Created for the 50th anniversary of the Brown v. Board of Education decision, this website provides the legal history of the court case, and focuses attention on Howard University's contributions.

The website is divided into five main sections. Chronology presents a timeline of events and offers links to external resources. Brief History is a concise background of the Brown v. Board case and an overview of the case details and impact. Cases & Other Law provides a "legal road to Brown," with court decisions leading up to and following the Brown decision. Biographical Sketches introduces key figures. And Educational & Other Resources links to a wide variety of external websites and resources pertaining both to Brown v. Board of Education and to civil rights more generally.

Brown@50 will be especially useful to those researching the legal arguments of the Brown v. Board of Education Supreme Court case.

SpaceProgramArchive.com

Image
Photo from Press Telegram, February 1, 1958
Annotation

On October 4, 1957, the Soviet Union launched the satellite Sputnik, effectively beginning the "space race" with the U.S. that would last throughout the Cold War. Sputnik followed more than 25 years of research by scientists interested in rocket propulsion. This extensive archive presents more than 50,000 scanned newspaper pages, shedding light on virtually all aspects of the space program from 1930 through 2009. A good place to begin is the website's "Timeline" section, which highlights prominent events in the history of space discovery, such as the Guggenheim Foundation's decision in 1935 to support Dr. Robert H. Goddard's research into self-propelled rockets, and the launch of the Challenger in 1985 which made Sally Ride America's first woman in space. It also provides links to newspaper articles. An "Advanced Search" features allows users to input specific search terms and dates and retrieve newspaper pages—primarily from newspapers published in smaller and medium-sized cities in the south, mid-west, and California (Fresno, Jefferson City, Tuscon, Danville, VA) covering those events. The archive's decision to provide full scanned newspaper pages (as opposed to transcribed articles) allows users to better historically contextualize these events with other prominent contemporaneous events.

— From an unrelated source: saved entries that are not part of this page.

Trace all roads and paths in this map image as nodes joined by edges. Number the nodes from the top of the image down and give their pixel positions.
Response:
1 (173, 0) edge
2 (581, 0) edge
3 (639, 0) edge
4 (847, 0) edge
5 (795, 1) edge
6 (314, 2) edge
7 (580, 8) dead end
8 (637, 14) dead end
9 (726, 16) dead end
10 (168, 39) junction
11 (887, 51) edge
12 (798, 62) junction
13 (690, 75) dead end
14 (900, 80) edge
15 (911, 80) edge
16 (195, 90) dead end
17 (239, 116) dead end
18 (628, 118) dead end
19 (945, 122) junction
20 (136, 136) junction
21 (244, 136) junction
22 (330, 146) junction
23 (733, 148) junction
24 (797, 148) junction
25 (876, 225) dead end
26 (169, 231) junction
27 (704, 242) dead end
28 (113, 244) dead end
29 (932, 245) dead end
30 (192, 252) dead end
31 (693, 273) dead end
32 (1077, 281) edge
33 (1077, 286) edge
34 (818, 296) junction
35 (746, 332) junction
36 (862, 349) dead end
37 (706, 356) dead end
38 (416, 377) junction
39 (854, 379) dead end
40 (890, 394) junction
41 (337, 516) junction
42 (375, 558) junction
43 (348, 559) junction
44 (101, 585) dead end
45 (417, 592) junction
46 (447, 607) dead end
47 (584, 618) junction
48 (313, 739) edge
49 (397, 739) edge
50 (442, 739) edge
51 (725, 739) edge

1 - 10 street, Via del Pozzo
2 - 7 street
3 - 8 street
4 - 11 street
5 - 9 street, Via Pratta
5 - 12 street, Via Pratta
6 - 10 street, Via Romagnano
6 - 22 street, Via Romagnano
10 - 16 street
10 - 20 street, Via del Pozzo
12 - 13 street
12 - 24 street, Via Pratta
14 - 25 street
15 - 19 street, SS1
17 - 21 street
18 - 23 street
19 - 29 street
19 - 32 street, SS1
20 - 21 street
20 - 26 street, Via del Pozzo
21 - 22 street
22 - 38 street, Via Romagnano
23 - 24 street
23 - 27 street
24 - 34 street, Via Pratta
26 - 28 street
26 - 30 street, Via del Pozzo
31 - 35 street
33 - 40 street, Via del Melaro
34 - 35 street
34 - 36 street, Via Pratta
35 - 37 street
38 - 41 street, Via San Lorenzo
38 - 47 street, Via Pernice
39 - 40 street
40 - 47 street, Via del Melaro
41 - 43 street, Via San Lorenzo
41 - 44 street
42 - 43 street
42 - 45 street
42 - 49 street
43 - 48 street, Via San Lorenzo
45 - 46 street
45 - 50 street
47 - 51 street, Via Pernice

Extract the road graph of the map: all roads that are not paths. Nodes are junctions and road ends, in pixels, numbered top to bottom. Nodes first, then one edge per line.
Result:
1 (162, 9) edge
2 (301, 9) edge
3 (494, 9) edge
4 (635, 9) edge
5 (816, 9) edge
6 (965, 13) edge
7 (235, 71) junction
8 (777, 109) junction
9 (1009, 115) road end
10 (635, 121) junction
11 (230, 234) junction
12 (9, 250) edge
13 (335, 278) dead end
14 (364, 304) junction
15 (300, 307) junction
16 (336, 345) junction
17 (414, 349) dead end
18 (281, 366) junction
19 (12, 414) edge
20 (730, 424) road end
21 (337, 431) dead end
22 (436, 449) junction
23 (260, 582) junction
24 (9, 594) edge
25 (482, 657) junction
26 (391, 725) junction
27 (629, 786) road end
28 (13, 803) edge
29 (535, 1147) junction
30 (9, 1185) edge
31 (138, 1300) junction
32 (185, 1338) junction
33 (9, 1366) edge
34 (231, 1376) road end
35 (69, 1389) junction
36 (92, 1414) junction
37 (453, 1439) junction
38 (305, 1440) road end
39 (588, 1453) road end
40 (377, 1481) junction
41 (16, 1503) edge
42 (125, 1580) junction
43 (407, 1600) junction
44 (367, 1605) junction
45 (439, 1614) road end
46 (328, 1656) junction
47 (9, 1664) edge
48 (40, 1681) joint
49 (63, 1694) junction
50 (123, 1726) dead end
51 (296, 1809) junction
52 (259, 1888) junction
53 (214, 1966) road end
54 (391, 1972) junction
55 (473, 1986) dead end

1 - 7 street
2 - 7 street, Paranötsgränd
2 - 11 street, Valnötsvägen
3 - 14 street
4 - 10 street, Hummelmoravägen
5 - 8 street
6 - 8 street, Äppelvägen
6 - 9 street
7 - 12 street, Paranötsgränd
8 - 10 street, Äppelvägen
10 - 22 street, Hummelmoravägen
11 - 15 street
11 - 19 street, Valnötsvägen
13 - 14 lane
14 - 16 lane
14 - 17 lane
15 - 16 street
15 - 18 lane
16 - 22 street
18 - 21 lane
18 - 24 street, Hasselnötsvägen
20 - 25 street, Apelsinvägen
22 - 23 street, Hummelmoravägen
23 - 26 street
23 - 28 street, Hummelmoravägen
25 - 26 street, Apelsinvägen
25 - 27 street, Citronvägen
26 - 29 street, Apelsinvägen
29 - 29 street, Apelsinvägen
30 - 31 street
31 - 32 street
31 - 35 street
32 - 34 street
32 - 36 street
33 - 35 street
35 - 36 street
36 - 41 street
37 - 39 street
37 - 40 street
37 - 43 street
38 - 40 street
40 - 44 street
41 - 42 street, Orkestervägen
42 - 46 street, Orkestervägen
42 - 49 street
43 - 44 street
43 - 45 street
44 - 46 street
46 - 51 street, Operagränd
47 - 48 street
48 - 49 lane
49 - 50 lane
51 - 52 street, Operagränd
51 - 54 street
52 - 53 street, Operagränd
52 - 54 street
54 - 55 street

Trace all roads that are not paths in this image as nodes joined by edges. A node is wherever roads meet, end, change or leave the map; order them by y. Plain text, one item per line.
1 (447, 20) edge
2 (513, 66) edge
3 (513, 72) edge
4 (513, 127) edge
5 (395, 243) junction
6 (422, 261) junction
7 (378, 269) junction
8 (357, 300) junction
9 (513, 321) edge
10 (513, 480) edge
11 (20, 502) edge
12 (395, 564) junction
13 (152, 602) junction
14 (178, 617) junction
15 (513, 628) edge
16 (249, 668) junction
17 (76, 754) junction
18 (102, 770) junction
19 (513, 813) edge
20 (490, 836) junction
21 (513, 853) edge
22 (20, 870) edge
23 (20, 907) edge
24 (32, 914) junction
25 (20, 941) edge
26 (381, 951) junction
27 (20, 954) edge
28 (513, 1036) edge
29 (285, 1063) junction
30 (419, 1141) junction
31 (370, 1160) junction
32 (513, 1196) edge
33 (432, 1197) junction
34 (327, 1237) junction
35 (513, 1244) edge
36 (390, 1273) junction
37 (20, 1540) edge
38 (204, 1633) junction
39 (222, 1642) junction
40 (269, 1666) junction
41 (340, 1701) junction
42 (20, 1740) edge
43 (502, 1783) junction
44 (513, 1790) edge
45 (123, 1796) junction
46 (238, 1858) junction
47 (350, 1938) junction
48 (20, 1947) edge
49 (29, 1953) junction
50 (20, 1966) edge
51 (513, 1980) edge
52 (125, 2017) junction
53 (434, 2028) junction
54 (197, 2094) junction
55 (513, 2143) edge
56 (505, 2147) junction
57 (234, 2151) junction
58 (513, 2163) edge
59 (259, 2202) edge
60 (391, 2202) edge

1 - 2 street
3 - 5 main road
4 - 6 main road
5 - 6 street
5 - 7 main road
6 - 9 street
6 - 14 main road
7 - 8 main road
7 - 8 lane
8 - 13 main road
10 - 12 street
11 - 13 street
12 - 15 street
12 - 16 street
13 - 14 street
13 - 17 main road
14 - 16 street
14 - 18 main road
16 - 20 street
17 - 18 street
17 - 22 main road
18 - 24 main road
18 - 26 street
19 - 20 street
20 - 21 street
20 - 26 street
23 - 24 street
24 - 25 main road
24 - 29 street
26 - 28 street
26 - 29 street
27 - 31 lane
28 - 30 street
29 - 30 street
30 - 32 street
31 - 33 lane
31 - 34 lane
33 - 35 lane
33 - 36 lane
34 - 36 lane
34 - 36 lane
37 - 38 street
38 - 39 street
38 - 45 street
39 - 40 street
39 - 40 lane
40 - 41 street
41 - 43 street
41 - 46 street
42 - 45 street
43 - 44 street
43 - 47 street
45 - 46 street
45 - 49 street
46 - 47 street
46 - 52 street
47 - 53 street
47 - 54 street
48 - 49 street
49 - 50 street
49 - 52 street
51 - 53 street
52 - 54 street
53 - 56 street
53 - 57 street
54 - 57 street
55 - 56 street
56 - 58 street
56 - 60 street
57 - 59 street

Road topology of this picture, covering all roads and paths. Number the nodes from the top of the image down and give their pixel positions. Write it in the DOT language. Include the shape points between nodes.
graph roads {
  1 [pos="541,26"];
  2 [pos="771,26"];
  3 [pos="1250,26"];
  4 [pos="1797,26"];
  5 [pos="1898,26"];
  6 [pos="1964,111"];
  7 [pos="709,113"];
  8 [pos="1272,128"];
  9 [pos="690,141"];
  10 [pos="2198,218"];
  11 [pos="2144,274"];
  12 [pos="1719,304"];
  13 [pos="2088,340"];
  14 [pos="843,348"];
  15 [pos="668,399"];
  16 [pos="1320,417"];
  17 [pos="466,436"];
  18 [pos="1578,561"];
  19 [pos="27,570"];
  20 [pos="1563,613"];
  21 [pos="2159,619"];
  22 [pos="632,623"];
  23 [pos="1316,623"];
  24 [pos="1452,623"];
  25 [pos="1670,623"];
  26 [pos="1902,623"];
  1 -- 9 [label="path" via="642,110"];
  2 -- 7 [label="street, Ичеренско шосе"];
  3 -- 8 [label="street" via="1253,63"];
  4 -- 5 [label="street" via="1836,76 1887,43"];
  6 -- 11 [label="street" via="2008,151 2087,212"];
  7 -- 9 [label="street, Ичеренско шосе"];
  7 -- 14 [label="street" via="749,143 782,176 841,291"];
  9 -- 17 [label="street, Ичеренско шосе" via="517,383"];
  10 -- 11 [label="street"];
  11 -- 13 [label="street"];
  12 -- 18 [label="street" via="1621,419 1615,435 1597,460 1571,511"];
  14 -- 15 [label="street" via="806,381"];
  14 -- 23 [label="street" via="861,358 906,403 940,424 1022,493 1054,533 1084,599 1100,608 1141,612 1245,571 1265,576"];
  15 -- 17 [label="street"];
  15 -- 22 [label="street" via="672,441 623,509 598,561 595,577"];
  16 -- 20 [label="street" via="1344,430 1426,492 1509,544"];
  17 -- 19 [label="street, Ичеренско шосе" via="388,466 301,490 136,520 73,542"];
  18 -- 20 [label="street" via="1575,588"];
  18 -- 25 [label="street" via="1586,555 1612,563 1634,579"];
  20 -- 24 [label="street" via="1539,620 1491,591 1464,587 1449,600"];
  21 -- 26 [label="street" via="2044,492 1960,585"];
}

Classic African American Literature

Image
Logo, Multicultural Pavilion
Annotation

Provides links to 49 full-text versions of books, essays, articles, and poems about African-American life and culture, from the 18th century to the present day. Authors represented include Frederick Douglass, Harriet Beecher Stowe, Chester W. Chesnutt, James Weldon Johnson, Marcus Garvey, Rita Dove, Booker T. Washington, Phillis Wheatley, and Maya Angelou. Many texts are from the University of Virginia's Electronic Text Center.

Doing Oral History

Image
Photo, From project, "The Stonewall Riots and Their Aftermath"
Annotation

A collection of 17 oral histories conducted by secondary students focusing on topics relating to "The American Century": World War II; the Cold War; Vietnam; the "rights revolution"; immigration; education; and science and technology. Each oral history entry contains a biography of the interviewee, historical contextualization and evaluation essays, and bibliography.

The site provides tools for teachers to use in designing oral history courses: release form for interviewees, pre-interview worksheet, "do's and don'ts," guidelines for transcribing and editing interviews, how to analyze the historical value of an interview, grading rubrics, and student feedback. Also offers a 36-title bibliography, including 24 links to related sites. Of interest to teachers preparing oral history courses and for those studying selected 20th-century American history topics.